One advantage to working in the sugarhouse was that Northup was paid for some of his work. Louisiana custom mandated that a slave retain whatever compensation he may obtain for services performed on Sundays; this money allowed him to buy necessary articles such as utensils to cook with. To ask for these seemingly everyday and inconsequential things would have ended in laughter, a kick, or even a whipping from the master according to Northup's autobriography, Twelve Years A Slave. Narrative Of Solomon Northup. In the book, Northup also points out that however injurious to the morals, it [was] certainly a blessing to the physical condition of the slave, to be permitted to break the Sabbath and be able to purchase everyday items. Northup earned 10 in Sabbath money. He added to this by playing his violin at a party given by one of Judge Turner's neighbors. He ended up with 17, which he took great pleasure in counting. He would spend his time dreaming of the water pails, pocket knives, new shoes and coats and hats and other everyday items that he would be able to buy. He also took great pleasure in being the wealthiest slave on the Bayou Boeuf when he returned home in January of 1846.
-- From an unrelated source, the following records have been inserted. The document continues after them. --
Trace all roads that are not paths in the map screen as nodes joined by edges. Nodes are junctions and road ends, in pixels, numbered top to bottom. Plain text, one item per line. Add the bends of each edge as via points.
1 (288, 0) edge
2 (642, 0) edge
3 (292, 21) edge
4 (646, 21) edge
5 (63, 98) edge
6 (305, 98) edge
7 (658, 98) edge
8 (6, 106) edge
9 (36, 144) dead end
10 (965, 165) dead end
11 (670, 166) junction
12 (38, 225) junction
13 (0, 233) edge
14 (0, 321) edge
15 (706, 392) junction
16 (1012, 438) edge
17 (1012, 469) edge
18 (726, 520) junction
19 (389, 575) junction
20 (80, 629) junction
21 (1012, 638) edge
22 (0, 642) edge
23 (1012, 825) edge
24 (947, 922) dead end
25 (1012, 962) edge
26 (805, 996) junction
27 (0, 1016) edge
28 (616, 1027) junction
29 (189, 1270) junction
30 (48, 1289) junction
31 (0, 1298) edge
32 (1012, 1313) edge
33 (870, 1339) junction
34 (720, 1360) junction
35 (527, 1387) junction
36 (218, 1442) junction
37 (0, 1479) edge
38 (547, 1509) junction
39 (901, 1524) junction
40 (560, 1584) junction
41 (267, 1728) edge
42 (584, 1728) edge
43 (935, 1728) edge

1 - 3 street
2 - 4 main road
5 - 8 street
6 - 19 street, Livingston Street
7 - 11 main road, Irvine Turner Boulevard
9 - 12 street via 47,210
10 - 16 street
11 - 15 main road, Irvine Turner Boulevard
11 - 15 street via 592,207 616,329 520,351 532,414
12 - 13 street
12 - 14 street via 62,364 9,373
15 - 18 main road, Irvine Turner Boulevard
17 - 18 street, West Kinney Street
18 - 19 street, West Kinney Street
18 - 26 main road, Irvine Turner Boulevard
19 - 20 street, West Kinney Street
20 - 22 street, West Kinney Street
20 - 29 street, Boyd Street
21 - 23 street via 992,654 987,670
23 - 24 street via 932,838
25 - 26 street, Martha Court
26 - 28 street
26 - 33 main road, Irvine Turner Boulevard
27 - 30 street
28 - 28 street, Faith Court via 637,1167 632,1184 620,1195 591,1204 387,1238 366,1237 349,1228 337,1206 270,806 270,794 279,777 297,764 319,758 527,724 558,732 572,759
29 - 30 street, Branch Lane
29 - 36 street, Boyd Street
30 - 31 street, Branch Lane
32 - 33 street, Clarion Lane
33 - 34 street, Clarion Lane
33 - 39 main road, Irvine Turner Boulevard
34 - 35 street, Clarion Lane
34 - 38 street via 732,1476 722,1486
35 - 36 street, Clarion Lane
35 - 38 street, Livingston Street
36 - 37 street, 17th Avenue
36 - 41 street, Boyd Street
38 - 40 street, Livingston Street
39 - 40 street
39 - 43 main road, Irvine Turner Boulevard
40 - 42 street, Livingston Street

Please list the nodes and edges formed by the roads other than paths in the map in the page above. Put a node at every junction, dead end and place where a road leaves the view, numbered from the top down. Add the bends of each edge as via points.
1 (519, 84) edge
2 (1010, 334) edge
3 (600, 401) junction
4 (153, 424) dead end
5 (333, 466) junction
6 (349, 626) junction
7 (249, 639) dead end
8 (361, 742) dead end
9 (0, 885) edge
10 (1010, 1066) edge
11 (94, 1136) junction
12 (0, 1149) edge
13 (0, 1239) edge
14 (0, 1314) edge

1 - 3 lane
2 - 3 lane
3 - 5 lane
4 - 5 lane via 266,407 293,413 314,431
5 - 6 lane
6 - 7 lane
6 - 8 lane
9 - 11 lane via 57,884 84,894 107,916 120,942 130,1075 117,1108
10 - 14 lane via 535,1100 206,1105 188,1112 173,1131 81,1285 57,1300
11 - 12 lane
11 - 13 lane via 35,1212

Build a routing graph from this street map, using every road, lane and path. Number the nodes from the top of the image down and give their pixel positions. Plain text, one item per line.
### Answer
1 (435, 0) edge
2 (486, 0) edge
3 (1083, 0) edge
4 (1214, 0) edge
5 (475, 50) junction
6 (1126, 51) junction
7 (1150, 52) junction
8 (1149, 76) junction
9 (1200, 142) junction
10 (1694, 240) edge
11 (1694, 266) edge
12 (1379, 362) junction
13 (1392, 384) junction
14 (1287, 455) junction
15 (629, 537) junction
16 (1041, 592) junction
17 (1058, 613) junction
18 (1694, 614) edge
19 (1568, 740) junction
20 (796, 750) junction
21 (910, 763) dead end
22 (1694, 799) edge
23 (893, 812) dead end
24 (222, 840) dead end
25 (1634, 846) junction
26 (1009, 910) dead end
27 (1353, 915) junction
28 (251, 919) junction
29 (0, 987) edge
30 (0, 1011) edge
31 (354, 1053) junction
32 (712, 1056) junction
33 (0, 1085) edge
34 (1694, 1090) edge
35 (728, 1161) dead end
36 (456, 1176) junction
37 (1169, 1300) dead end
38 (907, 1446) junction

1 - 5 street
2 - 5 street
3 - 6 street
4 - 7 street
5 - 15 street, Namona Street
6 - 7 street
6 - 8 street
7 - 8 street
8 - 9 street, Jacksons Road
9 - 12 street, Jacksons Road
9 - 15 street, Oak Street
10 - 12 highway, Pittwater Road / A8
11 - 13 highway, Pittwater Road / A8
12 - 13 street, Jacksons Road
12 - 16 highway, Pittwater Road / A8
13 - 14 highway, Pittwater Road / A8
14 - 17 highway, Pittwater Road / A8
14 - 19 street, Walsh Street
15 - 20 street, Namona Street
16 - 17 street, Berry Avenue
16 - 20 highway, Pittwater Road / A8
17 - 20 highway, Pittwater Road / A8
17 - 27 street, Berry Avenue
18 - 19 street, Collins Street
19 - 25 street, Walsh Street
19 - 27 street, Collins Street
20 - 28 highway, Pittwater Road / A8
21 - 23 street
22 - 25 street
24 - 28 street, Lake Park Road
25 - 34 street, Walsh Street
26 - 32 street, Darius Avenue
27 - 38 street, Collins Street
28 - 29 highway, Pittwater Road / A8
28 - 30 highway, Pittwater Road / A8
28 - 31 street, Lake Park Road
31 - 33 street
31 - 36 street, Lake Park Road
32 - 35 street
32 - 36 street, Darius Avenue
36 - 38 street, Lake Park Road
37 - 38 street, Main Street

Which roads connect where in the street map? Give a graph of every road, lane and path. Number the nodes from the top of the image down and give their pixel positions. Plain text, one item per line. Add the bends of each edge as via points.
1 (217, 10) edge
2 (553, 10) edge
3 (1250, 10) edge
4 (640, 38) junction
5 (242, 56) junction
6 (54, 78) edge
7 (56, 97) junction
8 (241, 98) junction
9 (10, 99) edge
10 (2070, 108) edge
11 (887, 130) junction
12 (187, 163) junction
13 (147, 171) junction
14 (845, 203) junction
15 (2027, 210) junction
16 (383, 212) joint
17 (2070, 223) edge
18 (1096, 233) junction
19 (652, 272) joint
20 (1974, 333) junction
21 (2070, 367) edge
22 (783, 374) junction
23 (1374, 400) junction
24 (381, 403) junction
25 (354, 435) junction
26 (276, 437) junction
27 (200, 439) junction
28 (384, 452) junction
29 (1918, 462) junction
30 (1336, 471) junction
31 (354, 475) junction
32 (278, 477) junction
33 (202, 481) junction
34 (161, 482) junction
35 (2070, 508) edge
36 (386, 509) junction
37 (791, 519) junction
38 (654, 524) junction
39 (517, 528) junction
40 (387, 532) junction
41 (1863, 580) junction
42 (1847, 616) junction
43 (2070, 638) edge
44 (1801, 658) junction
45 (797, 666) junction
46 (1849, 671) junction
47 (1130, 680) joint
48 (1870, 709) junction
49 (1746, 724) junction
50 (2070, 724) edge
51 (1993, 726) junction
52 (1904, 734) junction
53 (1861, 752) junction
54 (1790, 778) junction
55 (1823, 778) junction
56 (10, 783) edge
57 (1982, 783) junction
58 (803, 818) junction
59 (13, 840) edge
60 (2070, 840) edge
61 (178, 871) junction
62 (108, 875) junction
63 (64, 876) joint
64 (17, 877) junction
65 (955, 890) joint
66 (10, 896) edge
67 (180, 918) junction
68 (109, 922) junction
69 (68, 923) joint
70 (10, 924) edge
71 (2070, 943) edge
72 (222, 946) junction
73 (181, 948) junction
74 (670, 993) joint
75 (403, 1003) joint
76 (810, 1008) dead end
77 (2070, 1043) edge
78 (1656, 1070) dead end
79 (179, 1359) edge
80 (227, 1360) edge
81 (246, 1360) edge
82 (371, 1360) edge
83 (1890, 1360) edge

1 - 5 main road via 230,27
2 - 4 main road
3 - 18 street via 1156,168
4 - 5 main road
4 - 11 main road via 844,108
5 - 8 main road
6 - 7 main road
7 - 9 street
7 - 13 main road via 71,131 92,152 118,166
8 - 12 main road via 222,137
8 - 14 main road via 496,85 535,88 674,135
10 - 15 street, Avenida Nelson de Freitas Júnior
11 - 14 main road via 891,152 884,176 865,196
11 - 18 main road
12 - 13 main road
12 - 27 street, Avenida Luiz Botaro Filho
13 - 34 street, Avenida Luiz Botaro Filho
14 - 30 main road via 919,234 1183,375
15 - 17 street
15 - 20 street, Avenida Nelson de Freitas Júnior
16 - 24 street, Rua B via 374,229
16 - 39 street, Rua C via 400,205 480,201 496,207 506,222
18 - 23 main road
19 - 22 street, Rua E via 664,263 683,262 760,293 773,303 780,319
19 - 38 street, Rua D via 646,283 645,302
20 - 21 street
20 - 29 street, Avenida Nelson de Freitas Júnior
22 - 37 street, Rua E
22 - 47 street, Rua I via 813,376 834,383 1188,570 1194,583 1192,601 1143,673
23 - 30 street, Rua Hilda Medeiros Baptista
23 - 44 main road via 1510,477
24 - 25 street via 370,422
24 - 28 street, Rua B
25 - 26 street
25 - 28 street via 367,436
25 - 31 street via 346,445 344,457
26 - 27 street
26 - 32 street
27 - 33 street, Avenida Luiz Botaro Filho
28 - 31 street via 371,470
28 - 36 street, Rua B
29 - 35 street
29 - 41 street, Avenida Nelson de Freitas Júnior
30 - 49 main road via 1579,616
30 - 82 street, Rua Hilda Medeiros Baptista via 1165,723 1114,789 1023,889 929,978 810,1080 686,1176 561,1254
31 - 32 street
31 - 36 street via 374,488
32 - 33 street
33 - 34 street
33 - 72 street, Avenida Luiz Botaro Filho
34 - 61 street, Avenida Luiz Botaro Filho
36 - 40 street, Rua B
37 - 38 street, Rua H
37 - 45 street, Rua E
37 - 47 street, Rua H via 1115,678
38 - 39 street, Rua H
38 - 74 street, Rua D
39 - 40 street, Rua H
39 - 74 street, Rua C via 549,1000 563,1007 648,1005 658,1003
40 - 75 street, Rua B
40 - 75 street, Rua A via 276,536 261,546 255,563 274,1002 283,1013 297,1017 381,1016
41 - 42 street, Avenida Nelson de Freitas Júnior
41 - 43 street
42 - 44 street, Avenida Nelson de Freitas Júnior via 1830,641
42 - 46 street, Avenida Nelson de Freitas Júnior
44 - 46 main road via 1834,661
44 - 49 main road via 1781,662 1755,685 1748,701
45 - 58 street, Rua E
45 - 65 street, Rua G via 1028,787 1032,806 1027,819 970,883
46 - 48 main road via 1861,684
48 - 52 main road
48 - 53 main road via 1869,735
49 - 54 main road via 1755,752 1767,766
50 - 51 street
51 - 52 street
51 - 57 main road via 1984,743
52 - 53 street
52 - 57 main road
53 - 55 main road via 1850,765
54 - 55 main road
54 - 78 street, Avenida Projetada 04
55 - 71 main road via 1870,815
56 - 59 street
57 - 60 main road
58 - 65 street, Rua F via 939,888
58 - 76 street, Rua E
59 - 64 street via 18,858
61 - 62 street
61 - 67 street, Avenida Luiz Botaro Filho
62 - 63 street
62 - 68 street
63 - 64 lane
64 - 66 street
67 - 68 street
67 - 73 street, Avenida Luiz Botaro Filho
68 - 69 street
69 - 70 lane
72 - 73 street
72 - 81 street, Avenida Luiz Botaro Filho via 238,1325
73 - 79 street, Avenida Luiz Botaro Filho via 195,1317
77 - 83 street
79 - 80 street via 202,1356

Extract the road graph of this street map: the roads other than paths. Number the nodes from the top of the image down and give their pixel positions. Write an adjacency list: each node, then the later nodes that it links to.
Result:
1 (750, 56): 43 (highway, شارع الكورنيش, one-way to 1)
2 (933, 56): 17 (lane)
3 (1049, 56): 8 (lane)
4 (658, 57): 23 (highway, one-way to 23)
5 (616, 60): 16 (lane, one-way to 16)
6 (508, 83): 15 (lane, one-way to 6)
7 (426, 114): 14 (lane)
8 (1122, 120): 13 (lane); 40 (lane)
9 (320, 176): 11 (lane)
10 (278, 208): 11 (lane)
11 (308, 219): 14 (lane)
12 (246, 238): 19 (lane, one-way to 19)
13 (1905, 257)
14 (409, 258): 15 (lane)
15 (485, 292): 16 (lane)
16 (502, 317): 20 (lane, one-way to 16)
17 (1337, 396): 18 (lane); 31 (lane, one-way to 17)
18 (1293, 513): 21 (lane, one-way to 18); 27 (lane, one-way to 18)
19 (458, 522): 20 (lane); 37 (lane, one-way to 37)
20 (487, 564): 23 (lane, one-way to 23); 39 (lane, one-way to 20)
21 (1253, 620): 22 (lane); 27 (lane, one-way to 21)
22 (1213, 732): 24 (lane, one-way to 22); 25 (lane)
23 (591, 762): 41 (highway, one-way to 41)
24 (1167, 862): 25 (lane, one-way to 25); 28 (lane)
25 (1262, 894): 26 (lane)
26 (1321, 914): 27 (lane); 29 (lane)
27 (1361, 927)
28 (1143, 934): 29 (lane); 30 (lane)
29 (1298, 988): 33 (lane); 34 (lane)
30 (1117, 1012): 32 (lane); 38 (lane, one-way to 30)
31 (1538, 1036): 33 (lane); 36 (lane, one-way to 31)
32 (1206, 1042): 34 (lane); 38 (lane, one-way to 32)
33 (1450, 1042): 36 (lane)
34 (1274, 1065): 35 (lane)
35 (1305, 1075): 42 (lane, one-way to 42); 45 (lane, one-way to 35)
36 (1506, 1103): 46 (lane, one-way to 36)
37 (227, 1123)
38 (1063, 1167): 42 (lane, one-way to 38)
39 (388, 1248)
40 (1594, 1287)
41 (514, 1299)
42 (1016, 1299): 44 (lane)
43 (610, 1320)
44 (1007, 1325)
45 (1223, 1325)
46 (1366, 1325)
On a sugar plantation, such as Northup worked on, labor was almost continuous. Planting began in January and ended in March; cultivation began in March and lasted till July. Farm chores were done until grinding began in October. During the grinding season a mill would run almost nonstop from early Monday morning until noon on Saturday. It required work and constant supervision, and those chosen both to accomplish and oversee the task, like Northup, got little to no rest. Sometimes slaves were even required to work on the Sabbath, but, as in the case of Northup, slaves were usually paid for the work they did on this day usually reserved for rest.
Throughout the South, planters of all types of crops often hired slaves from other plantations to provide extra help. Slaves' owners, as in Northup's case, sometimes hired out their slaves to other planters; in this situation the slave's master would usually take at least some of the money the slave earned in the job. Slave owners also found it profitable to hire slaves out to industry, such the lumber industry, or to the state for public works projects. Sometimes slaves were able to hire themselves out, meaning they could keep their own earnings. After the slave received his or her money, then that slave was free to spend it. Slaves often spent what little money they were able to make on providing themselves and their families with extra food and clothing. They could also buy small luxuries such as furniture.
Northup had not grown up having to spend endless hours working fervently in a hot sugar-grinding mill, nor did he grow up having to work on Sundays or play his violin at parties just to earn money to buy the few necessities of life. Northup had been born a free man but was kidnapped in 1841 while visiting Washington, D.C. He was drugged, threatened with death, and then put on a boat to New Orleans where a slave dealer sold him into slavery. His story, though unusual, was not unique. Not all African Americans sold in the slave yards were born into slavery; some where free men and women who had been kidnapped and sold South where they would be unable to escape or solicit help. Free African Americans were kidnapped from all over the United States in the nineteenth century. They were kidnapped from within the South. Three generations from one free African American family were kidnapped from Point Coupee, Louisiana, and sold in New Orleans. They were kidnapped in the Midwest; a free African American named John Merry from Illinois was arrested in St. Louis and sold in New Orleans. Northup himself was from New York in the North. Some of these kidnapped men, including both Northup and Merry, were able to get friends from the North to help them win back their freedom, but others did not always have friends who could help. Whether or not they were able to escape, they had to grow accustomed, for at least a little while, to being a piece of property who had been bought and paid for and who had to struggle though long hours of hard work for which they usually received no pay.